Copy out the lines of the material that include the string "main".

--- START ---

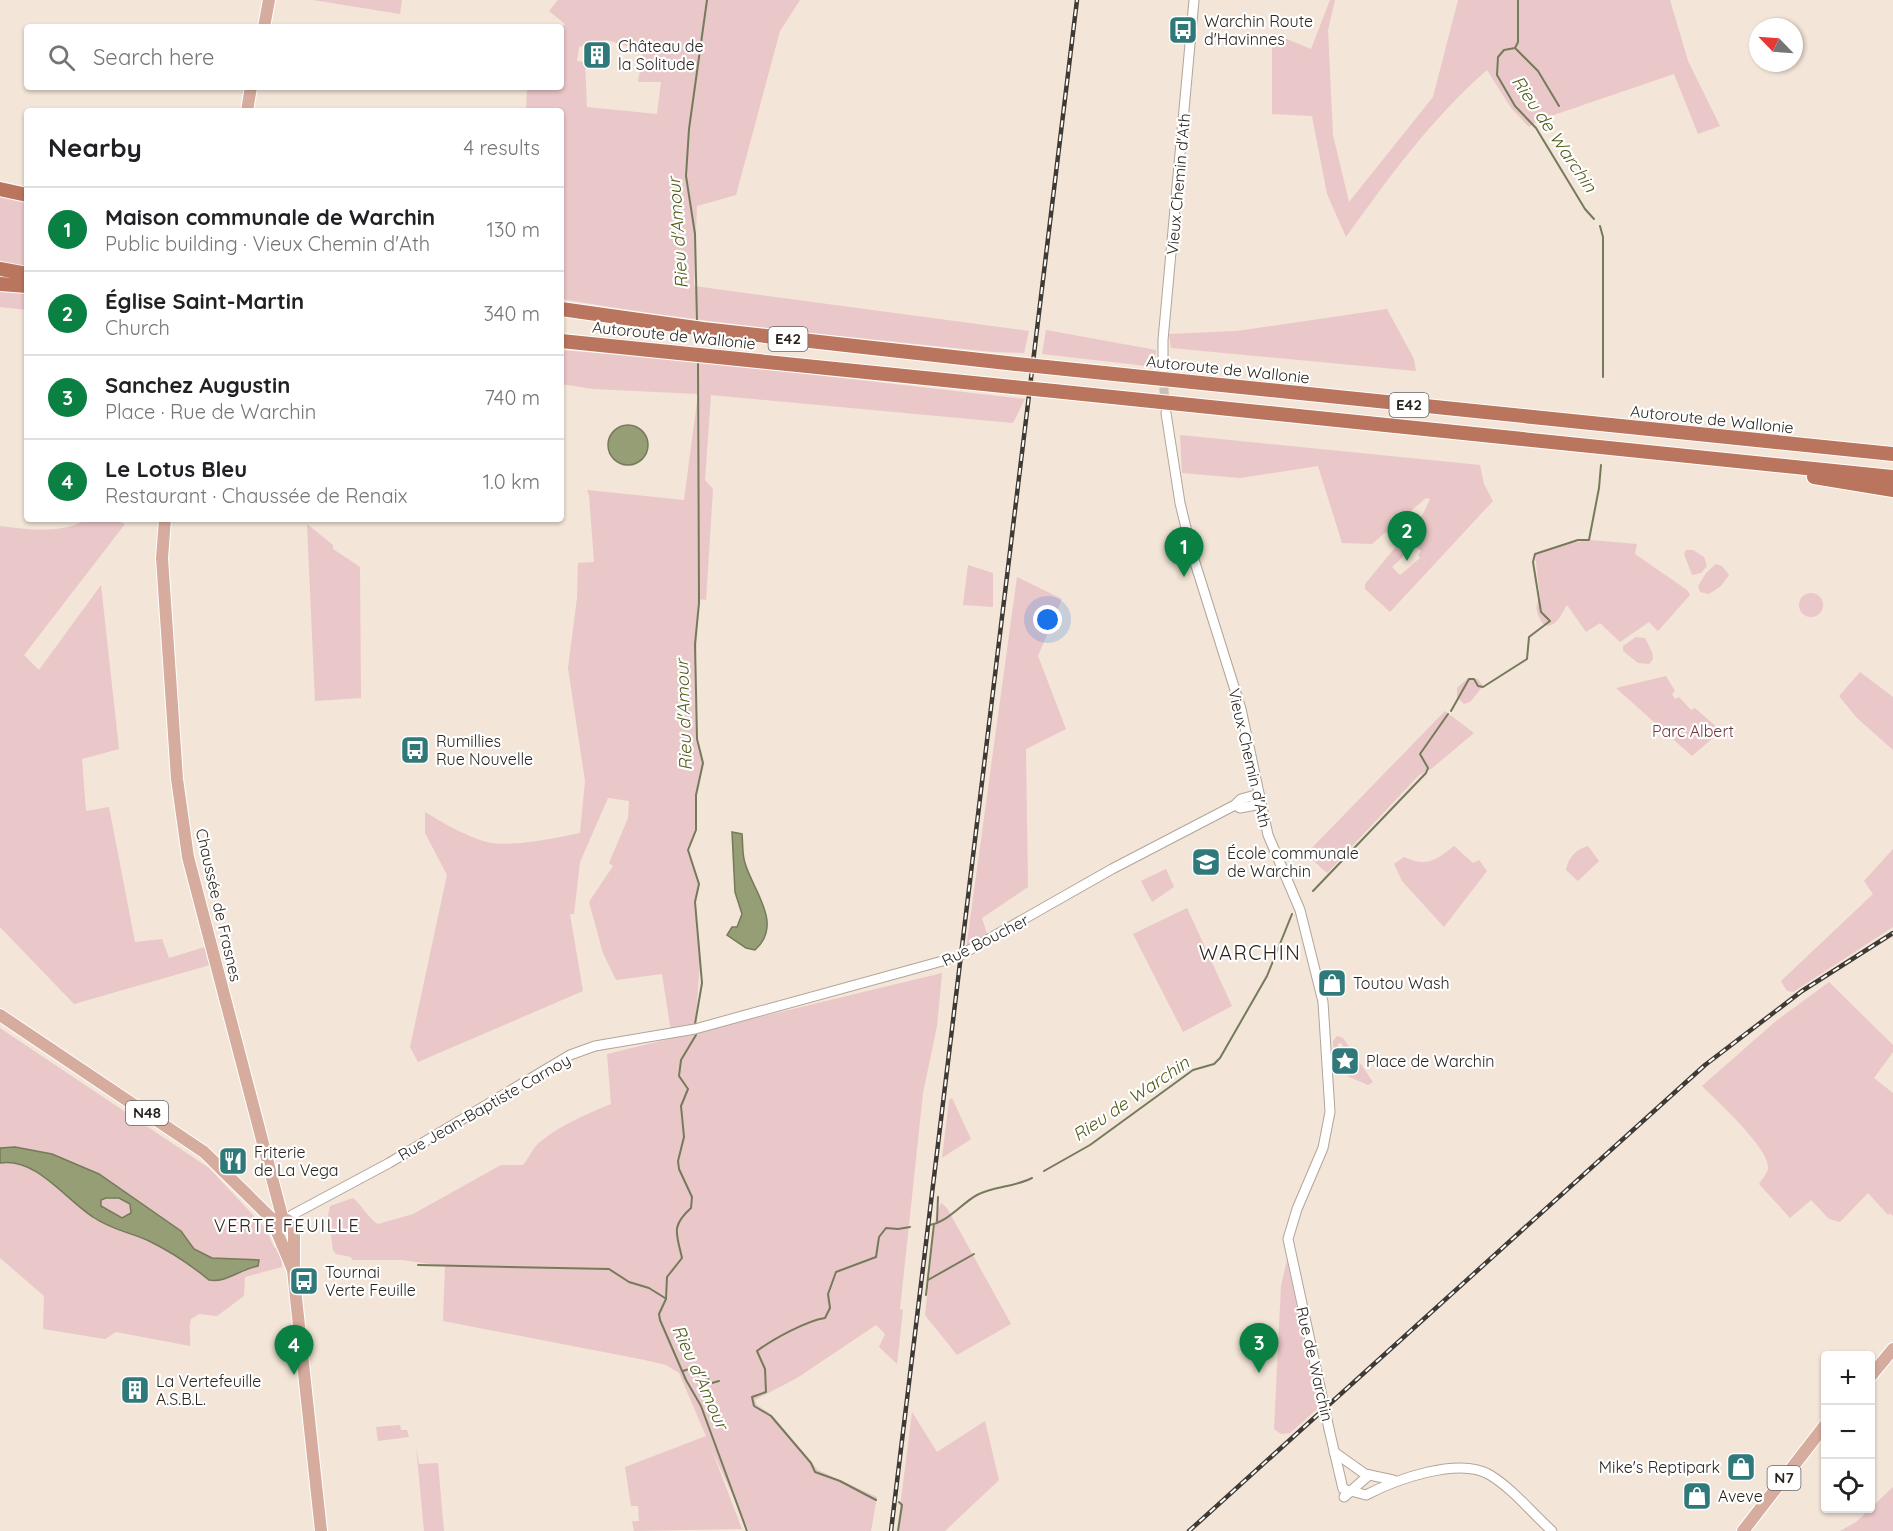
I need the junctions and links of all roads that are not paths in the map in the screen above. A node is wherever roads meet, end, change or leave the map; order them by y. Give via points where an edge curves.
1 (269, 0) edge
2 (1194, 0) edge
3 (265, 24) edge
4 (250, 90) edge
5 (248, 108) edge
6 (0, 184) edge
7 (0, 189) edge
8 (24, 195) edge
9 (24, 195) edge
10 (0, 269) edge
11 (24, 273) edge
12 (0, 284) edge
13 (24, 286) edge
14 (564, 309) edge
15 (564, 341) edge
16 (1163, 369) tunnel mouth
17 (1166, 413) tunnel mouth
18 (1893, 454) edge
19 (1787, 466) junction
20 (1893, 477) edge
21 (1893, 490) edge
22 (165, 522) edge
23 (1260, 799) junction
24 (0, 1015) edge
25 (714, 1024) joint
26 (270, 1176) junction
27 (254, 1199) junction
28 (286, 1227) junction
29 (1288, 1239) joint
30 (1893, 1339) edge
31 (1893, 1348) edge
32 (1875, 1361) edge
33 (1875, 1371) edge
34 (1821, 1431) edge
35 (1821, 1441) edge
36 (1334, 1452) junction
37 (1369, 1475) junction
38 (1393, 1480) junction
39 (1345, 1492) junction
40 (321, 1531) edge
41 (1552, 1531) edge
42 (1743, 1531) edge
43 (1751, 1531) edge

1 - 3 main road
2 - 16 street, Vieux Chemin d'Ath
4 - 5 main road
6 - 8 highway
7 - 9 highway
10 - 11 highway
12 - 13 highway
14 - 18 highway, Autoroute de Wallonie / E42, bridge via 1016,364
15 - 19 highway, Autoroute de Wallonie / E42, bridge
17 - 23 street, Vieux Chemin d'Ath via 1192,553 1241,709
19 - 20 highway, Autoroute de Wallonie / E42
19 - 21 highway via 1806,476
22 - 26 main road, Chaussée de Frasnes via 163,564 181,816 191,870
23 - 25 street, Rue Boucher via 1240,799 961,955
23 - 29 street, Vieux Chemin d'Ath via 1268,835 1300,910 1323,1002 1327,1051 1329,1121 1323,1148
24 - 27 main road, N48 via 200,1149
25 - 28 street, Rue Jean-Baptiste Carnoy via 595,1046 570,1055 301,1212
26 - 27 main road via 269,1193
26 - 28 main road, Chaussée de Frasnes
27 - 28 main road, N48
28 - 40 main road, N48
29 - 36 street, Rue de Warchin, bridge
30 - 32 main road
31 - 33 main road
34 - 42 main road, N7
35 - 43 main road, N7
36 - 37 street
36 - 39 street, Rue de Warchin
37 - 38 street
37 - 39 street
38 - 39 street via 1366,1495
38 - 41 street via 1464,1467 1479,1471 1490,1475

--- END ---

Response below:
1 - 3 main road
4 - 5 main road
22 - 26 main road, Chaussée de Frasnes via 163,564 181,816 191,870
24 - 27 main road, N48 via 200,1149
26 - 27 main road via 269,1193
26 - 28 main road, Chaussée de Frasnes
27 - 28 main road, N48
28 - 40 main road, N48
30 - 32 main road
31 - 33 main road
34 - 42 main road, N7
35 - 43 main road, N7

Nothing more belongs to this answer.